In other words, BlackRock has clients with different investment strategies, and it accommodates them. This pragmatic approach is what ESG is all about, and it explains why certain energy or tobacco companies may rate higher than others on ESG scores. If you’re managing your business well around the transition of your material ESG issues, your company will have a higher ESG score.
The long-term connections
What’s interesting to me is that this letter is amazingly consistent in a singular theme: the pursuit of long-term resilience. On one side, we have stakeholders who need to secure their financial future. On the other side, we have investments to help ensure a resilient energy market involving transitioning from threats to a stable global future (without explicitly calling it out).
While there are many more issues to address for a resilient future, these two pair well, and in their pairing, they offer some hope.
Still, while forces conspire against progress, the near-term pain must be defended against, regardless of using terms like ESG, sustainability, social justice, or others.
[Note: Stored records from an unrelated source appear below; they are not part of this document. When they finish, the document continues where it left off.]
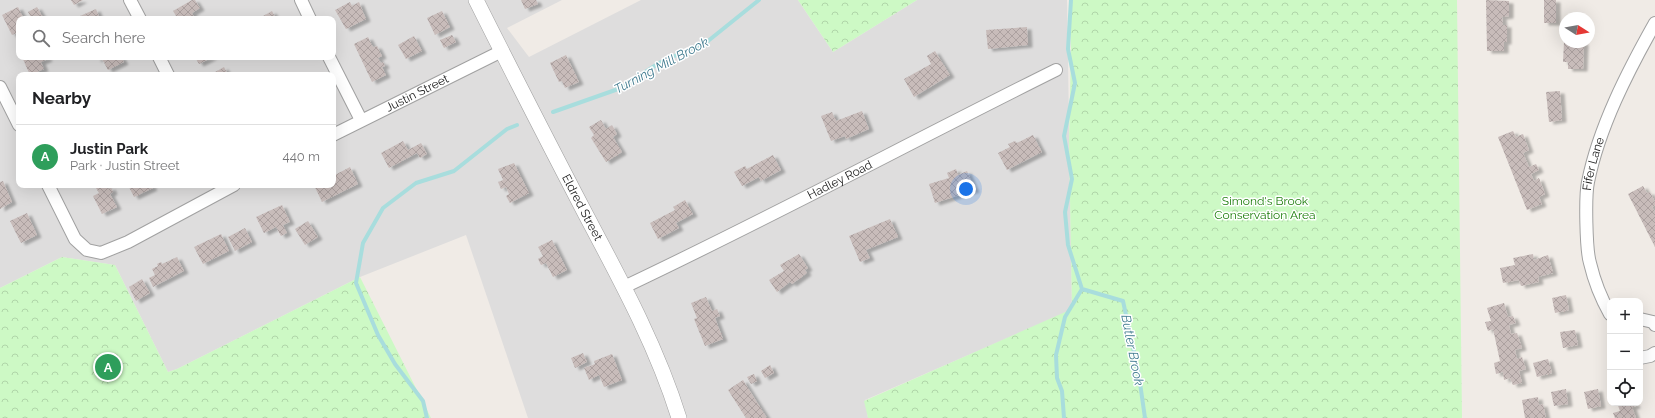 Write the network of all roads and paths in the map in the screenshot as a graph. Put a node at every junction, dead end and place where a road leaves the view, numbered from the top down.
1 (130, 0) edge
2 (301, 0) edge
3 (476, 0) edge
4 (138, 16) edge
5 (309, 16) edge
6 (1655, 23) edge
7 (502, 51) junction
8 (160, 60) edge
9 (331, 60) edge
10 (1056, 70) dead end
11 (166, 72) edge
12 (0, 87) edge
13 (16, 119) edge
14 (361, 120) junction
15 (336, 133) edge
16 (50, 188) edge
17 (224, 188) edge
18 (624, 287) junction
19 (1607, 306) edge
20 (1643, 320) edge
21 (1655, 325) edge
22 (1655, 353) edge
23 (1643, 357) edge
24 (679, 418) edge

1 - 4 street
2 - 5 street
3 - 7 street, Eldred Street
6 - 19 street, Fifer Lane
7 - 14 street, Justin Street
7 - 18 street, Eldred Street
8 - 11 street
9 - 14 street
10 - 18 street, Hadley Road
12 - 13 street
14 - 15 street, Justin Street
16 - 17 street
18 - 24 street, Eldred Street
20 - 21 street
22 - 23 street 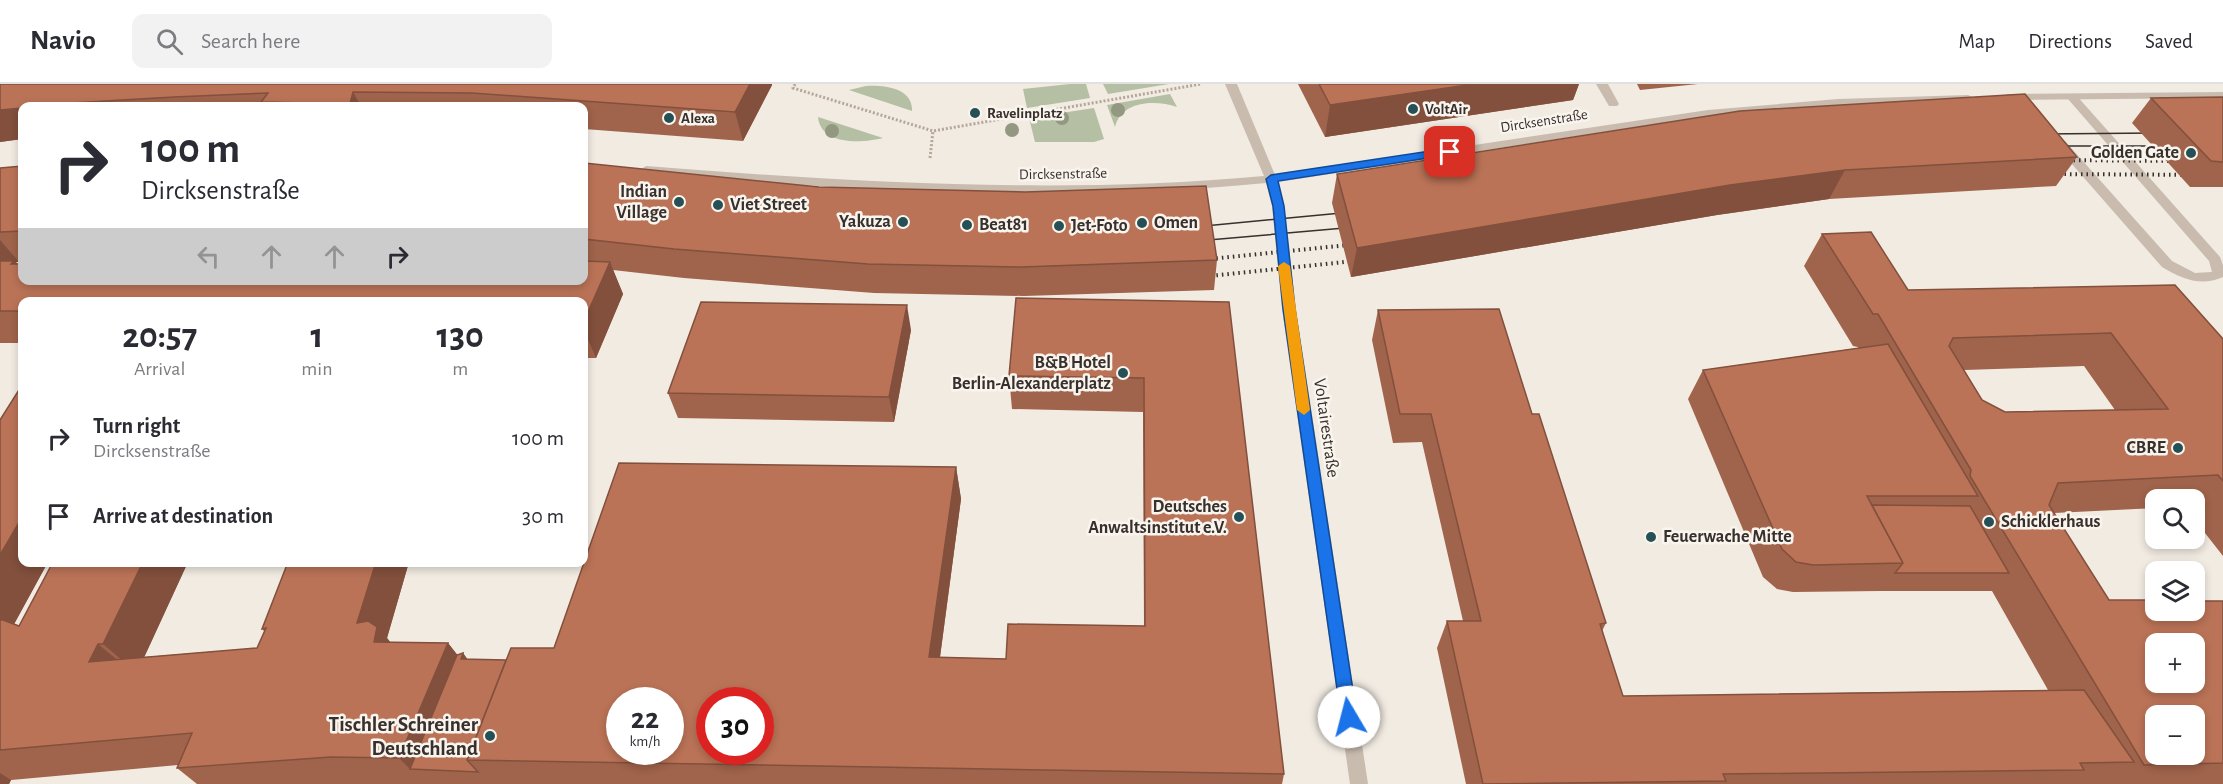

This approach, where you remove the boogeyman from the picture, helps those passionate about change continue the work while stripping those focused on political fear of their power.
So, the takeaway here is an interesting lesson in talking about ESG issues in a defensible manner at the intersection of your core business and purpose. If you’re consistent in your message while considering your company, it doesn’t matter what you call the approach; you just do the work.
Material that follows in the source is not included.